• _TASK TO COMPLETE_
You are asked to filter the data below and copy every line holding "numbered".

(Stored data)
=== Begin Enclosure ===
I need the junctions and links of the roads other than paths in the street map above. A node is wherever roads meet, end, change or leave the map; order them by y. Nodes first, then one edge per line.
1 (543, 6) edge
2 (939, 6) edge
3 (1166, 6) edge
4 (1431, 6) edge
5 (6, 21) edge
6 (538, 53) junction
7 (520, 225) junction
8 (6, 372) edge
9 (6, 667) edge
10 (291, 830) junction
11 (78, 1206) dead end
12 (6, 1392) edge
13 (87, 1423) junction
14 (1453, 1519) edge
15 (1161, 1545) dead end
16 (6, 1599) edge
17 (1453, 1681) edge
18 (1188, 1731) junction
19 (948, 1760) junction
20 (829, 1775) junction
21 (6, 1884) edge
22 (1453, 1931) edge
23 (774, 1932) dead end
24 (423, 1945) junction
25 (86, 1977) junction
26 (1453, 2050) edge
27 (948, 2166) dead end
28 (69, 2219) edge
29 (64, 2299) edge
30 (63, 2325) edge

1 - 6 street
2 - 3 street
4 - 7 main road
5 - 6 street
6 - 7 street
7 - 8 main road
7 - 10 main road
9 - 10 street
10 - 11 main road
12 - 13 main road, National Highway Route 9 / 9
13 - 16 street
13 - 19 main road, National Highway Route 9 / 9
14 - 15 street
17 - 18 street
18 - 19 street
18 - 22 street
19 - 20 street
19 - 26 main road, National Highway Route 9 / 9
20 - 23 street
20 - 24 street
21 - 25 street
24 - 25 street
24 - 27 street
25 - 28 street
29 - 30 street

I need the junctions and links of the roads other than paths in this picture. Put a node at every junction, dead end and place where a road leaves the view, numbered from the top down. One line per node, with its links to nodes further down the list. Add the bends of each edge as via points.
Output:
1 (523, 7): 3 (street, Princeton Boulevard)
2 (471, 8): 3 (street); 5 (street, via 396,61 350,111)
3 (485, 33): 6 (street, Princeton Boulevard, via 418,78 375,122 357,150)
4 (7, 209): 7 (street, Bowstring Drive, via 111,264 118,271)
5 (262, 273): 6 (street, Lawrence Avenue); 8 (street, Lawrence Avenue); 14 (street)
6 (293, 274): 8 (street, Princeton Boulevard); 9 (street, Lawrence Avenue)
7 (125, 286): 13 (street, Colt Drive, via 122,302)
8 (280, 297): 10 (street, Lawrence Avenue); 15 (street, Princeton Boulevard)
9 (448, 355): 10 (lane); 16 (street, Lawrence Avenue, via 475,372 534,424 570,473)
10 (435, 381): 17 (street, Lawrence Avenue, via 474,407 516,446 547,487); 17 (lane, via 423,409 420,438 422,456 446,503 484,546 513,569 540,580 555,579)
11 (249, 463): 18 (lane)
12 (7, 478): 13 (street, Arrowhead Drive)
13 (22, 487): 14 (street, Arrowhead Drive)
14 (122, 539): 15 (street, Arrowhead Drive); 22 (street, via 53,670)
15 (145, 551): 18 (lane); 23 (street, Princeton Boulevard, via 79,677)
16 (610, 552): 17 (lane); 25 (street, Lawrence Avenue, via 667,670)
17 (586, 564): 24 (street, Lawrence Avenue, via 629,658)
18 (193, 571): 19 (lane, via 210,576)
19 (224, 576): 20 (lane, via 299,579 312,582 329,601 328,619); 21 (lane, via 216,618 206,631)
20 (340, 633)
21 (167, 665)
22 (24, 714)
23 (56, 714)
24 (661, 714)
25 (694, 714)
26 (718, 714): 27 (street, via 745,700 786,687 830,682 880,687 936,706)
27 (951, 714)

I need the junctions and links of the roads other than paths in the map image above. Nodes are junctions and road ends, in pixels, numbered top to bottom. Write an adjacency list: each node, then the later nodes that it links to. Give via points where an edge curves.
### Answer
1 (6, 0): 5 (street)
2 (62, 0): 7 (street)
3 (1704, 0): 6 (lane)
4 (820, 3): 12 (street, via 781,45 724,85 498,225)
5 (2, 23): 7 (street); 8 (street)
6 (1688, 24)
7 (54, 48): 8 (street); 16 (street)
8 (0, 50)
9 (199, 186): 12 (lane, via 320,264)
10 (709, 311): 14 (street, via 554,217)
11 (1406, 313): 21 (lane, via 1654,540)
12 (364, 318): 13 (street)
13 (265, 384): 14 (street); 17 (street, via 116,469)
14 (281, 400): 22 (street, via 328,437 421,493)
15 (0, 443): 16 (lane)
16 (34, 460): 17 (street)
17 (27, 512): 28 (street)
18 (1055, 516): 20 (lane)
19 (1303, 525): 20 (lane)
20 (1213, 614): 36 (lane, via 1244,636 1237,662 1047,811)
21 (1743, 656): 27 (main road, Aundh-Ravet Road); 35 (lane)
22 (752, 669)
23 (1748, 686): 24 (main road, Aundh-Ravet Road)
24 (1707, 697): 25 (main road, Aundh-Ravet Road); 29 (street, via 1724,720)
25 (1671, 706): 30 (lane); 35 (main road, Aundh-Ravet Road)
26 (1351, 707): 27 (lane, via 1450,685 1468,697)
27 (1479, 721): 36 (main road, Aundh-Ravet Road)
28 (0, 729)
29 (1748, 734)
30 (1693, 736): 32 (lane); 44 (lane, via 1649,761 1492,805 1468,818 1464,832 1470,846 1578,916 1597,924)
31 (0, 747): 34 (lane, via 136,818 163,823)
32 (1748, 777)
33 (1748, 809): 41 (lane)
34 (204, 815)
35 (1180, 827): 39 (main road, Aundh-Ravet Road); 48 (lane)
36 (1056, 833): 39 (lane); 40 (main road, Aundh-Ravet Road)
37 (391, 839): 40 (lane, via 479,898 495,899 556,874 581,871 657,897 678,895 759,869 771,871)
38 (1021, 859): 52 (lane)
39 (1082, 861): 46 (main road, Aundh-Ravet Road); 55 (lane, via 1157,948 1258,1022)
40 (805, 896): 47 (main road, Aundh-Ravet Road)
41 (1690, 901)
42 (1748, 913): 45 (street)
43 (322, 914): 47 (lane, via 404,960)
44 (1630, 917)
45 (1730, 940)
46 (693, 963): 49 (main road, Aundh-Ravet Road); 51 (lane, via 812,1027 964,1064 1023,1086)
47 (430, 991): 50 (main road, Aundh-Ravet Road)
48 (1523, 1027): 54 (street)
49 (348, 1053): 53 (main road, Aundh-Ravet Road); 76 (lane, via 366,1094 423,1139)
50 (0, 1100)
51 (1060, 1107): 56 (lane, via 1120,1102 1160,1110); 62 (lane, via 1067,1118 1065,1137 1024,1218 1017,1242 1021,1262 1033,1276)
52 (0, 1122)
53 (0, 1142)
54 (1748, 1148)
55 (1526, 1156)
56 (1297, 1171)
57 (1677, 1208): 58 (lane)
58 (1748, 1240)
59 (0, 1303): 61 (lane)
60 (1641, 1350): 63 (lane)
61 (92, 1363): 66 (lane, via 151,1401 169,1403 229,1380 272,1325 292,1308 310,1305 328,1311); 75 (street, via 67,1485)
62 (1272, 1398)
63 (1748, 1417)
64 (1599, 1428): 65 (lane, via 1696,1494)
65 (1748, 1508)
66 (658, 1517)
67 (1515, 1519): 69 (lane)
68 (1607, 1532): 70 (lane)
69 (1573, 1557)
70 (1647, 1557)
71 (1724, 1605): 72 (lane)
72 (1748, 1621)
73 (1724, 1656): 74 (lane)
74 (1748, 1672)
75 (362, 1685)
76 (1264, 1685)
=== End Enclosure ===
• _RESPONSE BOX_
I need the junctions and links of the roads other than paths in this picture. Put a node at every junction, dead end and place where a road leaves the view, numbered from the top down. One line per node, with its links to nodes further down the list. Add the bends of each edge as via points.
I need the junctions and links of the roads other than paths in the map image above. Nodes are junctions and road ends, in pixels, numbered top to bottom. Write an adjacency list: each node, then the later nodes that it links to. Give via points where an edge curves.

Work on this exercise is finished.